For the fourth time in the past 11 seasons, Washington takes a two- game lead in a best-of-

By TOM JONES, Times Staff Writer
© St. Petersburg Times
published April 21, 2003


WASHINGTON -- They've been here before.

Sitting in a quiet locker room, shaking their heads, shrugging their shoulders, searching for answers. Another collapse, another meltdown, another series that got away.

The Washington Capitals, again, played the role of choke artists, gagging away a playoff series they seemingly had stashed away in their satchels.

For the fourth time in the past 11 years, the Capitals couldn't hold on to a two-game lead in a best-of-seven series. This one, though, might have been the worst collapse of them all.

They won, dominated really, the first two games -- in Tampa, no less. They came home with a 2-0 lead against a team that hadn't been in the playoffs in seven years and had won only two postseason games in its history.

In an instant -- actually, one minute in overtime of Game 3 -- a chain reaction was set forth that led to the Capitals' demise.

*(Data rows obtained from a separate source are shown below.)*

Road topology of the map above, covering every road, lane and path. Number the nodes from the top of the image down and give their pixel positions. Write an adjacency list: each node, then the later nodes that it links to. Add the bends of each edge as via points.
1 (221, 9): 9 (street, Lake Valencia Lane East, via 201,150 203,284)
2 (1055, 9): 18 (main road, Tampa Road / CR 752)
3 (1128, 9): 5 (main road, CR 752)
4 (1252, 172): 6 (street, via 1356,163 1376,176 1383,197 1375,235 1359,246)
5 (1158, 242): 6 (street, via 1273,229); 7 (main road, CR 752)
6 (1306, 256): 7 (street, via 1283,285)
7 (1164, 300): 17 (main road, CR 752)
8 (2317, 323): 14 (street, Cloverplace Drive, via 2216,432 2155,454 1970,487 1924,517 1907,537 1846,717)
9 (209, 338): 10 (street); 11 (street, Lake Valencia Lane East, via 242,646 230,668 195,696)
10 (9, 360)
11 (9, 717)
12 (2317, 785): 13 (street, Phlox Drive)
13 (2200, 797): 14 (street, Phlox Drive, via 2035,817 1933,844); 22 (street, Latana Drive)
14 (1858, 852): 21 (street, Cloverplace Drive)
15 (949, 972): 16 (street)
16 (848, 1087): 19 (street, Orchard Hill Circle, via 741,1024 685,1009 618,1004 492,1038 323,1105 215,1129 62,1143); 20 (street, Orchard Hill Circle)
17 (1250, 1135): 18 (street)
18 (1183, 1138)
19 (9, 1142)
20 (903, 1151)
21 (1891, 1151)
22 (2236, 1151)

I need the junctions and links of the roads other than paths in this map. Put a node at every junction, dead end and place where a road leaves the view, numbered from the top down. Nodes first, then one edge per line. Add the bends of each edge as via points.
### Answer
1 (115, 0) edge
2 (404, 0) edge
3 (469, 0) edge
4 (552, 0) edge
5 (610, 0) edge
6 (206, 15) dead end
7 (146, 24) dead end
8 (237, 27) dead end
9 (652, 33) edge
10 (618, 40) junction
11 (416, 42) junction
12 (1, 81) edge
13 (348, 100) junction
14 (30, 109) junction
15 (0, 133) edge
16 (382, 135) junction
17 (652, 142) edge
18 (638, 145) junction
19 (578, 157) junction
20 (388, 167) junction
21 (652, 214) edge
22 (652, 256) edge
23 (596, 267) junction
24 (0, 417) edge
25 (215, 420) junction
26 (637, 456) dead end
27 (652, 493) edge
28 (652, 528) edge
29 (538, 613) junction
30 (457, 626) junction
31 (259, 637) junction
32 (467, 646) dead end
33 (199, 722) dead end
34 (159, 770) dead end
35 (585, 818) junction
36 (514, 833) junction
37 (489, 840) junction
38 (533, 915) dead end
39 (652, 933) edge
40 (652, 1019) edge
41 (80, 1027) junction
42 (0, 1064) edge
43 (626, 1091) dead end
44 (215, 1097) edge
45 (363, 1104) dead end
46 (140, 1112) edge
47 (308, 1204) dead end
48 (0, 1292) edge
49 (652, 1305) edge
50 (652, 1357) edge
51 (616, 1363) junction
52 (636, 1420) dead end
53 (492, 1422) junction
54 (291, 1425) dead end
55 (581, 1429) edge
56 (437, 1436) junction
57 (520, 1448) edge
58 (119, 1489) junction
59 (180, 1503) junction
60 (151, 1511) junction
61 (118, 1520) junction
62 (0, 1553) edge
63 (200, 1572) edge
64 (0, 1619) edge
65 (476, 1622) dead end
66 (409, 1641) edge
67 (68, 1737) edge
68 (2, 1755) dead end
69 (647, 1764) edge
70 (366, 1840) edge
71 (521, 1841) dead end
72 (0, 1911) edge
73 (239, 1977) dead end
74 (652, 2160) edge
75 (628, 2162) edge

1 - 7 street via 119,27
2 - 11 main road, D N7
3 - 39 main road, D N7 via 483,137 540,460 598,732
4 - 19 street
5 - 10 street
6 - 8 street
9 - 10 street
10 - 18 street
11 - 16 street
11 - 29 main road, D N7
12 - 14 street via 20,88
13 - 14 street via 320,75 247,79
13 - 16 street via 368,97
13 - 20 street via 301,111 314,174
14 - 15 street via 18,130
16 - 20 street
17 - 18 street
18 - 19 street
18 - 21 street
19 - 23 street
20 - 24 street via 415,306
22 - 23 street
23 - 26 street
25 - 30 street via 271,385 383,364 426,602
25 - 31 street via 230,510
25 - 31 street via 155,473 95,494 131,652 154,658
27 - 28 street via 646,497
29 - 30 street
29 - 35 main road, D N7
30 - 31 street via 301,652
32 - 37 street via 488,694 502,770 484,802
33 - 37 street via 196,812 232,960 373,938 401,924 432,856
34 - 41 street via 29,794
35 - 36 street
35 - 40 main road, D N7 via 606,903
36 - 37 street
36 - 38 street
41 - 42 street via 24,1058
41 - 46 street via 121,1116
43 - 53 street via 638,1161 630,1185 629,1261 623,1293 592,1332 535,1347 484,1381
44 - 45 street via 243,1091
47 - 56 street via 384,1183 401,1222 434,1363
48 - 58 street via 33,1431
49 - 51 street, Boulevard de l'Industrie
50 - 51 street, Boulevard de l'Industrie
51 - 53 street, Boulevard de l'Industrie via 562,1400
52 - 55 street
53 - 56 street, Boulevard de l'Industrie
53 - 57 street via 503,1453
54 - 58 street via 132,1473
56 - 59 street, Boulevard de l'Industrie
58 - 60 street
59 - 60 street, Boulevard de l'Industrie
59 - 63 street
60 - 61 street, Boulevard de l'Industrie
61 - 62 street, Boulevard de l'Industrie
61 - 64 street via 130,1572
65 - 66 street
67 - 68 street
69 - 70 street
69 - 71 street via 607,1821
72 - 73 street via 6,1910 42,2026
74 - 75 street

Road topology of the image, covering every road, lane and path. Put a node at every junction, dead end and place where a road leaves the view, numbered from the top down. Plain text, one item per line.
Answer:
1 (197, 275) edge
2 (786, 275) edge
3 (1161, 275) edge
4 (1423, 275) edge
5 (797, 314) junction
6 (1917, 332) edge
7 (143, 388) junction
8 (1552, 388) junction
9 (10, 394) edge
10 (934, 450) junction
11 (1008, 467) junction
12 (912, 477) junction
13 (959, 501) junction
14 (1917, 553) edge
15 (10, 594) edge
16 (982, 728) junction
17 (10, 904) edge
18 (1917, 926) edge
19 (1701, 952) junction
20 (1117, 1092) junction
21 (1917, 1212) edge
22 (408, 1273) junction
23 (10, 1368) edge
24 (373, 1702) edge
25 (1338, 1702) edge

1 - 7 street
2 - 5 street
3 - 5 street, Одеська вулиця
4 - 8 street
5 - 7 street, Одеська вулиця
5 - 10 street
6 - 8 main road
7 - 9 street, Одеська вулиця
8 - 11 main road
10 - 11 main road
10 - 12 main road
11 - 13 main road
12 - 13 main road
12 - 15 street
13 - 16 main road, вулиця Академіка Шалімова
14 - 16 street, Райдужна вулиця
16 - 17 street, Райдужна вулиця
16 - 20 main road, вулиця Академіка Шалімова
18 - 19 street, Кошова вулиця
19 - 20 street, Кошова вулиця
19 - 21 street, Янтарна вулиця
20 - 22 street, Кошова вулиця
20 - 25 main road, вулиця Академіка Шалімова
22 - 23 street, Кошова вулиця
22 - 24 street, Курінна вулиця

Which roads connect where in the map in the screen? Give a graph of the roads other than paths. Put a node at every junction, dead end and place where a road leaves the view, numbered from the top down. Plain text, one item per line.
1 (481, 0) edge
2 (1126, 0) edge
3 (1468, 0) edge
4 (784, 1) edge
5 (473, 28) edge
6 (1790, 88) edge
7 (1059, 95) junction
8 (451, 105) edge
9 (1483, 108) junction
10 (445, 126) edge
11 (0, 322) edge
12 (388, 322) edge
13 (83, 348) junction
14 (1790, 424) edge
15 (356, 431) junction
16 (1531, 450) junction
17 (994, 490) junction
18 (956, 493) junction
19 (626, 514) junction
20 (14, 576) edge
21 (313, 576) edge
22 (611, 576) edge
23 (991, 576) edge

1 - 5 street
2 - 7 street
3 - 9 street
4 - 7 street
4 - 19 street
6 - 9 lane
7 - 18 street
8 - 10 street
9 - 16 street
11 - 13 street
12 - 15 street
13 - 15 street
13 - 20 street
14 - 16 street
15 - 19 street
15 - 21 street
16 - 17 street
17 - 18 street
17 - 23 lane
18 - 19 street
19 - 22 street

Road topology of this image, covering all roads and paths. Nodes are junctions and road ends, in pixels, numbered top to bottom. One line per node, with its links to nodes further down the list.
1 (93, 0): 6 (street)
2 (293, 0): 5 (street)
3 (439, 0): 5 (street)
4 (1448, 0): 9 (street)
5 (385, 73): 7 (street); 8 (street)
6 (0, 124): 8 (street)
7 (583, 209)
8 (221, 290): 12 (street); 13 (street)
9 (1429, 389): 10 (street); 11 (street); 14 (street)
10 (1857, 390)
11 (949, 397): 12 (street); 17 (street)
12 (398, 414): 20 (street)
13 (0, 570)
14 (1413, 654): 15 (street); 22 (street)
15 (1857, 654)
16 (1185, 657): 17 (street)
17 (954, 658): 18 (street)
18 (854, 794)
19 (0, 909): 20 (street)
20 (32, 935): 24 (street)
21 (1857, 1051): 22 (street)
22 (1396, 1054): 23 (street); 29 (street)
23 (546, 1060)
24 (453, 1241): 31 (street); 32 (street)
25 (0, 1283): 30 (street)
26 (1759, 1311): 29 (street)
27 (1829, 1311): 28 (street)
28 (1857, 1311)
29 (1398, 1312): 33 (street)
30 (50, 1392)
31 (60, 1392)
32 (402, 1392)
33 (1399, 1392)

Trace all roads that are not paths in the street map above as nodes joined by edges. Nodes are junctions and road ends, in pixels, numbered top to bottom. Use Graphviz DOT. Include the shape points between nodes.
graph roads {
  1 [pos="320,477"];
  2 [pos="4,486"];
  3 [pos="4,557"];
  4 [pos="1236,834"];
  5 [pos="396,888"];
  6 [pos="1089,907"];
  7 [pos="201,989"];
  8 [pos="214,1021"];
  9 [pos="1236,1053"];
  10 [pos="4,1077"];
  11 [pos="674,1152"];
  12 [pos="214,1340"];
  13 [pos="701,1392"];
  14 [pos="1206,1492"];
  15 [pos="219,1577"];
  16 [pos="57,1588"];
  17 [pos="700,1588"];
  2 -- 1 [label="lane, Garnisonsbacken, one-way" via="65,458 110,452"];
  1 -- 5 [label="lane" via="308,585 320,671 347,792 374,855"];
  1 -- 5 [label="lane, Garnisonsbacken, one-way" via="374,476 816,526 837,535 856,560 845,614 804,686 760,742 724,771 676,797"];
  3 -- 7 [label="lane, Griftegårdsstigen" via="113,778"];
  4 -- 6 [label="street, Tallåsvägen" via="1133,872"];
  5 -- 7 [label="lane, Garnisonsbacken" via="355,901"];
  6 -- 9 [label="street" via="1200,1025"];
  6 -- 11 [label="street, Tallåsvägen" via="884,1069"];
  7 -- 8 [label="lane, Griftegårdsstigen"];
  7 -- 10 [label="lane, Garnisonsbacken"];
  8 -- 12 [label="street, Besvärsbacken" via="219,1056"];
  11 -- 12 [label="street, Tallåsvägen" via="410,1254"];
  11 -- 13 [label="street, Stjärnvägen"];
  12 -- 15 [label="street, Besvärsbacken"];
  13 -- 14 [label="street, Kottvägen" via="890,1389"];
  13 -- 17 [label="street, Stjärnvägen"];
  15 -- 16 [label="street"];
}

"A five-on-three (power play for the Lightning) in overtime of Game 3," Washington coach Bruce Cassidy said.

"That's what turned this series around. They scored, and now it was a ballgame."

There was a hint of anger in Cassidy's voice, but his detection of the crossroads of this series was precise. The Lightning used the two-man advantage to score a goal, win Game 3 and start a four-game win streak that ended the series.

If the Capitals could have won Game 3 for a commanding 3-0 lead in the series, the obituary for the 2002-03 Lightning likely would have been written days ago.

"That got us back in the series," Lightning center Vinny Lecavalier said. "It was a huge goal. Who knows what might have happened if we don't score there. We did, got our confidence going and played well after that."

The Game 3 victory, followed by a Game 4 victory less than 24 hours later, also bought the Lightning one more day to find the lost confidence of goalie Nikolai Khabibulin.

The Lightning goalie played stronger every game, and the Capitals' collision course with another postseason choke seemed almost inevitable.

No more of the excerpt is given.